Accidental Pastry Chef’s Cuatro Leches Cake the Star of May Celebrations
“Dunia realigns the stars with her desserts,” said Dotty Griffith, the late, legendary food critic who put La Duni on the map with her effusive review back in 2001. Indeed, Duni’s cuatro leches cake is the stuff of lore, gracing weddings, birthdays, and many Cinco de Mayos since it was introduced years ago. But there is so much more to Dunia’s talent, so many more pastries she’s proud of and passionate about.
Dunia Terselich Borga is an accidental pastry chef. A native of Columbia who moved to Los Angeles when she was nine years old, Dunia had no intention of being in the restaurant business. She focused on school and sunbathing, the closest thing to a restaurant job was manning a Chipwich cart at Santa Monica Beach during high school summer breaks. But she met a young man who worked in the restaurant business and her life changed; eventually.
With her future husband, Espartaco “Taco” Borga, Dunia moved to Dallas and started working in retail While Taco built ZuZu Handmade Mexican Food which debuted in Snider Plaza in 1989, Dunia built her retail career, managing the Gap Kids in Highland Park Village, then accepting a move to Manhattan with the company. Though she loved New York, she admits that she was a little lonely, wistful for her childhood.
Dunia’s parents are Columbian on her mother’s side, and her father is from Ljubljana, Slovenian, (like Luka Dončić!). Her Slovenian grandmother was a talented baker and Dunia spent many days with her, watching her roll out dough, twisting it, cutting it, filling it — manipulating it in countless ways.
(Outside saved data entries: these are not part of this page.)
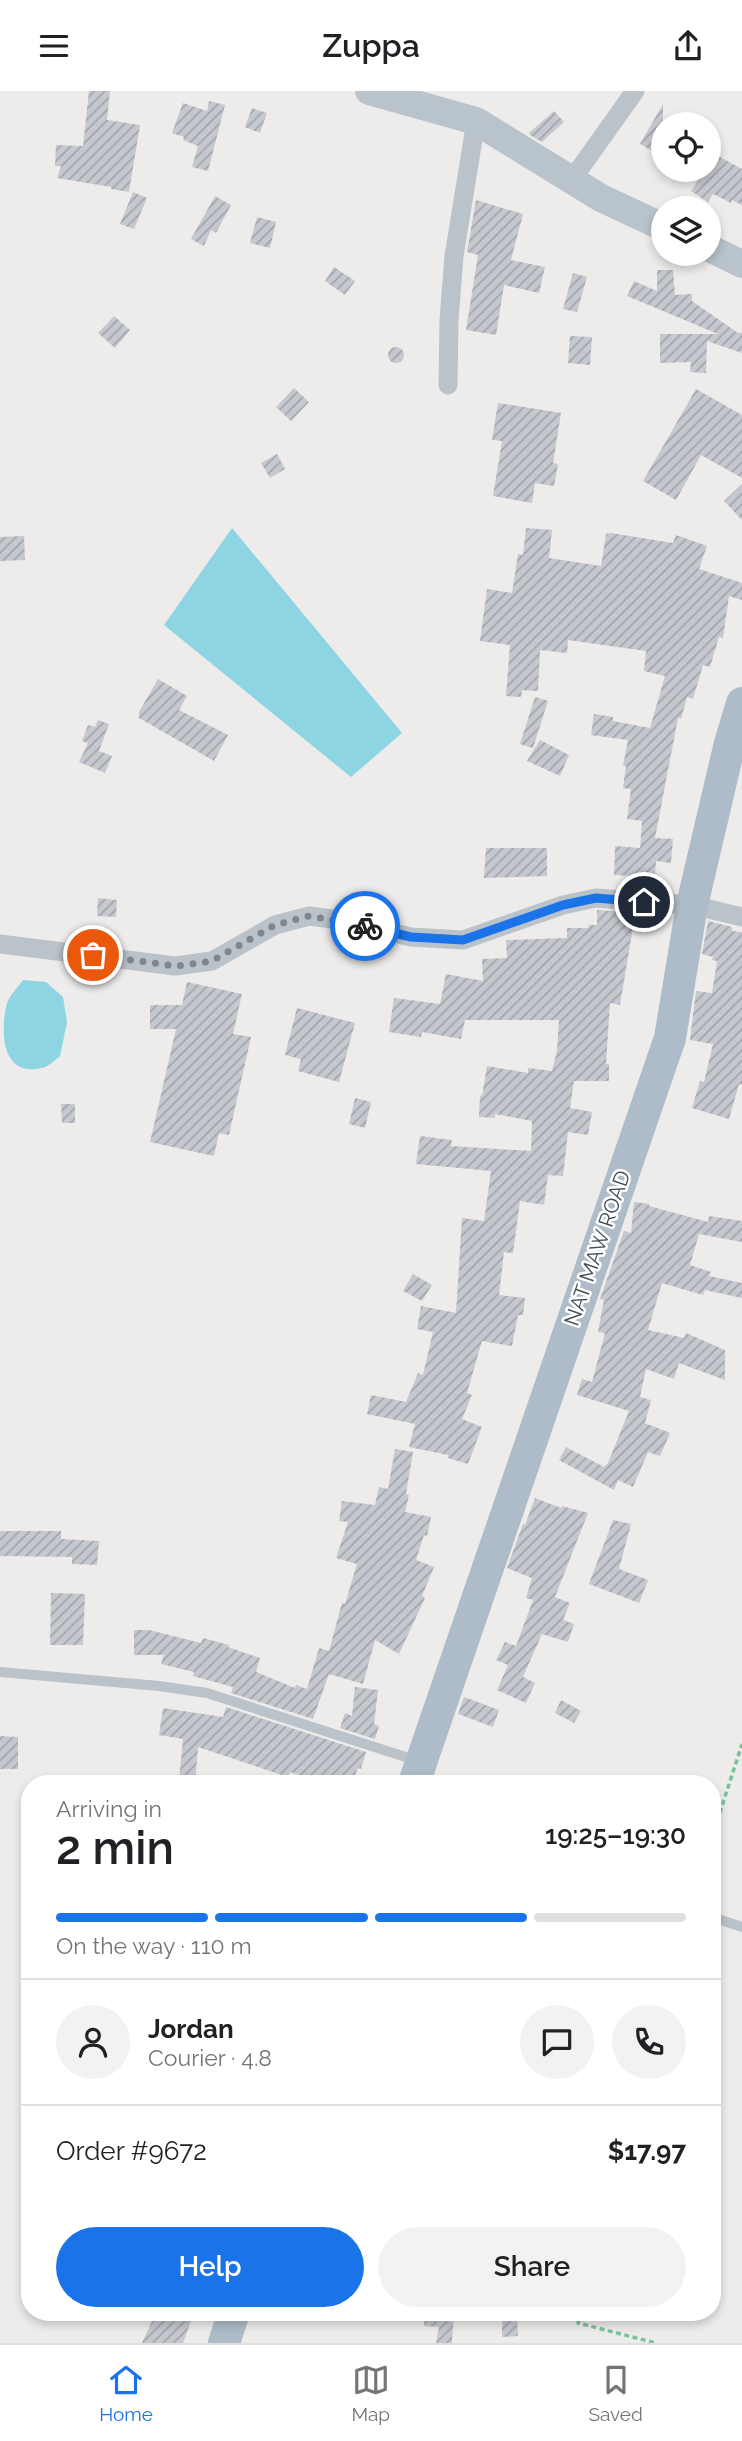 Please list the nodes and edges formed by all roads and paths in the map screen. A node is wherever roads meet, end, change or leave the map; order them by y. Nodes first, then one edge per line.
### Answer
1 (369, 91) edge
2 (635, 91) edge
3 (475, 121) junction
4 (571, 181) junction
5 (651, 221) edge
6 (721, 254) edge
7 (742, 264) edge
8 (448, 385) dead end
9 (742, 703) edge
10 (692, 905) junction
11 (742, 916) edge
12 (0, 944) edge
13 (0, 1672) edge
14 (742, 1744) edge
15 (417, 1772) edge
16 (721, 1809) edge
17 (721, 1920) edge
18 (742, 1927) edge
19 (231, 2321) edge
20 (579, 2321) edge
21 (224, 2343) edge
22 (656, 2343) edge

1 - 3 main road
2 - 4 street
3 - 4 main road
3 - 8 street
4 - 5 main road
6 - 7 main road
9 - 10 main road, NAT MAW ROAD
10 - 11 street
10 - 12 street
10 - 15 main road, NAT MAW ROAD
13 - 15 lane
14 - 16 path
17 - 18 lane
19 - 21 main road
20 - 22 path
“I remember the scent of vanilla coming from the oven,” Dunia says of those days with her grandmother, “and that felt like home.” She wanted her New York apartment to feel like home, so she started baking. “I would bake and give cookies and pastries to my neighbors,” Dunia laughed and sheepishly covered her face when she talked about this. “I don’t think they were very good.”
After her stint in New York, Dunia returned to Dallas, married Taco and completed her Associate’s degree in pastry at Dallas College (then called El Centro). It was her dream to open a small café, a European style shop with cases of pastries, cookies, cakes, and coffees. Simple. But in 2001, simple was complicated with 9/11 and a stock market plunge so the little café’s economic model didn’t work. The café would need to serve breakfast, lunch and dinner and sell higher margin items including alcohol. That tiny café became La Duni.
With her newborn son, Brandon, strapped to her chest, Dunia baked and served La Duni’s guests including regular Stanley Marcus who was sweet on the pecan sticky buns. As her son got older, Dunia would have him in a stroller in the kitchen. At this point in the interview, she rose to demonstrate her impressive talent of using one leg to rock Brandon’s stroller back and forth while she added ingredients to the giant mixers in her kitchen. Mamas gotta do what they gotta do. All that work paid off.
Thanks, in part, to Dotty’s review, La Duni was a success. The Euro Latin restaurant was going gangbusters and Dunia and her exquisite baking had enchanted fans and critics alike. By 2004, Dunia was asked to be the sole pastry chef to participate in the prestigious James Beard Awards dinner and by 2008, the accidental baker was nominated for a James Beard Award for Best Pastry Chef, Southwest.
At one point, La Duni had grown to a handful of locations, including one at NorthPark Center. Today, all but the original La Duni location on McKinney Avenue at Travis are closed, but Dunia is busier than ever.
She credits the pandemic with a significant uptick in pastry sales. “At La Duni, the baked goods such as bread and pastries were always about the restaurant, “she said, “The focus was on what was between the bread or what else was on the plate. Once there was no restaurant [due to the shutdown], people got used to buying online and picking up to go.”
She got busy.
Her small baking staff cranks out a thousand sweet treats a month, including cakes, pastries, South American specialties and now ice cream sandwiches, inspired by her summers in Santa Monica. She delivers her baked goods to La Duni daily and drops off occasional catering orders for weddings and other celebrations. She also heads to the AT&T Discovery District to refill the smart fridge vending machine that sells her jar cakes and ice cream.
It’s my fervent wish that there is a La Duni smart fridge on every corner. This genius piece of machinery dispenses La Duni deliciousness with the swipe of a card. As of now, there are only two, AT&T Discovery District and at the restaurant.
In May, sales of the cuatro leches cake (which is her version of her husband’s grandmother’s cake), spike with Cinco de Mayo, Mother’s Day, graduations, and May weddings. She has also created and sold beautiful heart-shaped cookies glazed with colors of the Ukrainian flag and even dog biscuits which are, according to Finley and Henrietta, my lucky dogs, barkalicious. These products and more are available here or at the restaurant.
Dunia Terselich, the accidental pastry chef, claims she isn’t a businesswoman. She is, though, albeit an accidental one. She has a lot of ideas and is working on expanding sales of her products to third-party vendors, her efforts, no doubt, helped by her retail experience.